▸ Supplied material:
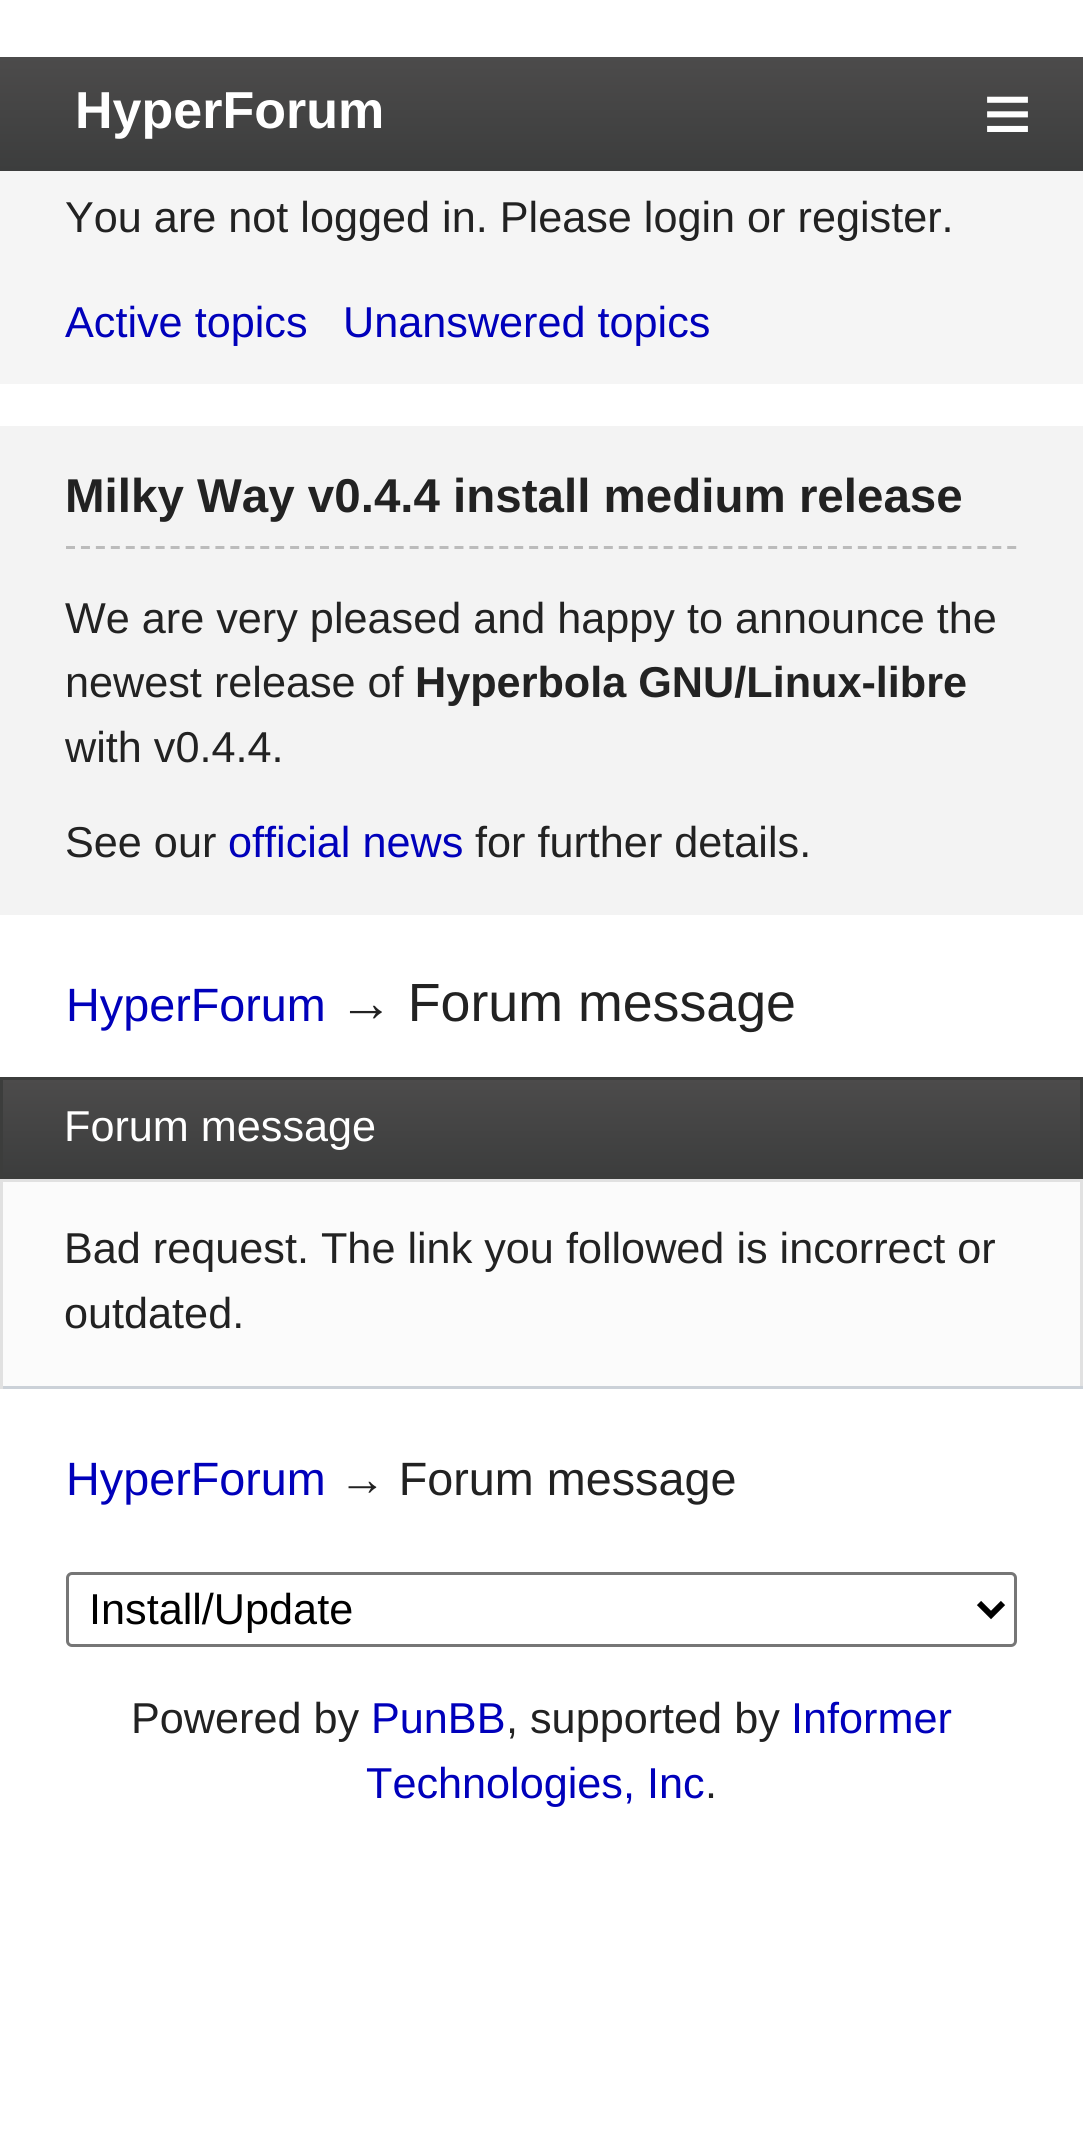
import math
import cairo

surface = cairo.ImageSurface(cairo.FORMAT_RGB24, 1083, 2132)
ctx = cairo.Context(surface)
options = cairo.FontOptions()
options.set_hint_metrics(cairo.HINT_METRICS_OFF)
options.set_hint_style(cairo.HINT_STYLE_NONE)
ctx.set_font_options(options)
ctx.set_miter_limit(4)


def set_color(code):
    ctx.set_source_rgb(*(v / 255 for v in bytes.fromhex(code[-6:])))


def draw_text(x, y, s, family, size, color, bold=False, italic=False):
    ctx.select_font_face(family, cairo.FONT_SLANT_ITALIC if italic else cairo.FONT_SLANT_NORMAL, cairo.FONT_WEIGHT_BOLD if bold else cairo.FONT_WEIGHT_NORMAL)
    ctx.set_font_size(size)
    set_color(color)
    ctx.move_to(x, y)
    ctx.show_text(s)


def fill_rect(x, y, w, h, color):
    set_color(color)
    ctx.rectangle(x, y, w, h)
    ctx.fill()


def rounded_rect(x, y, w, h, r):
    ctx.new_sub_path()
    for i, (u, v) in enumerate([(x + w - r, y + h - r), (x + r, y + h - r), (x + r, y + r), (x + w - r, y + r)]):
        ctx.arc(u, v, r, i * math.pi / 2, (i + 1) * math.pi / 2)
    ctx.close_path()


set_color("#ffffff")
ctx.paint()
gradient = cairo.LinearGradient(542, 171, 542, 57)
gradient.add_color_stop_rgba(0, 0.235, 0.239, 0.239, 1)
gradient.add_color_stop_rgba(1, 0.298, 0.294, 0.294, 1)
ctx.set_source(gradient)
ctx.rectangle(0, 57, 1083, 114)
ctx.fill()
draw_text(75, 128, "HyperForum", "Liberation Sans", 52, "#ffffff", bold=True)
draw_text(983, 142, "≡", "Liberation Sans", 84, "#ffffff")
fill_rect(0, 171, 1083, 213, "#f5f5f5")
draw_text(65, 232, "You are not logged in. Please login or register.", "Liberation Sans", 43.2, "#222222")
draw_text(65, 337, "Active topics", "Liberation Sans", 43.2, "#0000bb")
draw_text(343, 337, "Unanswered topics", "Liberation Sans", 43.2, "#0000bb")
fill_rect(0, 426, 1083, 489, "#f3f3f3")
ctx.new_path()
ctx.move_to(66, 547.5)
ctx.line_to(1017, 547.5)
set_color("#bbbbbb")
ctx.set_line_width(3)
ctx.set_dash([9, 5.94])
ctx.stroke()
draw_text(65, 512, "Milky Way v0.4.4 install medium release", "Liberation Sans", 47.5, "#222222", bold=True)
draw_text(65, 633, "We are very pleased and happy to announce the", "Liberation Sans", 43.2, "#222222")
draw_text(65, 697, "newest release of", "Liberation Sans", 43.2, "#222222")
draw_text(415, 697, "Hyperbola GNU/Linux-libre", "Liberation Sans", 43.2, "#222222", bold=True)
draw_text(65, 762, "with v0.4.4.", "Liberation Sans", 43.2, "#222222")
draw_text(65, 857, "See our", "Liberation Sans", 43.2, "#222222")
draw_text(228, 857, "official news", "Liberation Sans", 43.2, "#0000bb")
draw_text(475, 857, "for further details.", "Liberation Sans", 43.2, "#222222")
draw_text(66, 1021, "HyperForum", "Liberation Sans", 46.75, "#0000bb")
draw_text(339, 1021, "→ Forum message", "Liberation Sans", 53.75, "#222222")
gradient = cairo.LinearGradient(542, 1176, 542, 1080)
gradient.add_color_stop_rgba(0, 0.235, 0.239, 0.239, 1)
gradient.add_color_stop_rgba(1, 0.298, 0.294, 0.294, 1)
ctx.set_source(gradient)
ctx.rectangle(3, 1080, 1077, 96)
ctx.fill()
ctx.rectangle(1.5, 1078.5, 1080, 99)
set_color("#3c3d3c")
ctx.set_dash([])
ctx.stroke()
draw_text(64, 1141, "Forum message", "Liberation Sans", 43.2, "#ffffff")
fill_rect(3, 1182, 1077, 204, "#fbfbfb")
fill_rect(0, 1179, 1083, 3, "#e1e1e1")
fill_rect(1080, 1179, 3, 210, "#e1e1e1")
fill_rect(0, 1386, 1083, 3, "#cbd1d8")
fill_rect(0, 1179, 3, 210, "#e1e1e1")
draw_text(64, 1263, "Bad request. The link you followed is incorrect or", "Liberation Sans", 43.2, "#222222")
draw_text(64, 1328, "outdated.", "Liberation Sans", 43.2, "#222222")
draw_text(66, 1495, "HyperForum", "Liberation Sans", 46.75, "#0000bb")
draw_text(339, 1495, "→ Forum message", "Liberation Sans", 46.75, "#222222")
rounded_rect(67.5, 1573.5, 948, 72, 4.5)
set_color("#767676")
ctx.stroke()
ctx.new_path()
ctx.move_to(979, 1603)
ctx.line_to(991, 1615)
ctx.line_to(1003, 1603)
set_color("#000000")
ctx.set_line_width(6)
ctx.stroke()
draw_text(89, 1624, "Install/Update", "Liberation Sans", 43.2, "#000000")
draw_text(131, 1733, "Powered by", "Liberation Sans", 43.2, "#222222")
draw_text(371, 1733, "PunBB", "Liberation Sans", 43.2, "#0000bb")
draw_text(506, 1733, ", supported by", "Liberation Sans", 43.2, "#222222")
draw_text(791, 1733, "Informer", "Liberation Sans", 43.2, "#0000bb")
draw_text(366, 1798, "Technologies, Inc", "Liberation Sans", 43.2, "#0000bb")
draw_text(705, 1798, ".", "Liberation Sans", 43.2, "#222222")
surface.write_to_png("output.png")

▸ Problem details: In the listing above, the lines from the one containing "ctx.new_sub_path()" through the one containing "ctx.close_path()" must be set down exactly, with no other lines.

▸ Written solution:
    ctx.new_sub_path()
    for i, (u, v) in enumerate([(x + w - r, y + h - r), (x + r, y + h - r), (x + r, y + r), (x + w - r, y + r)]):
        ctx.arc(u, v, r, i * math.pi / 2, (i + 1) * math.pi / 2)
    ctx.close_path()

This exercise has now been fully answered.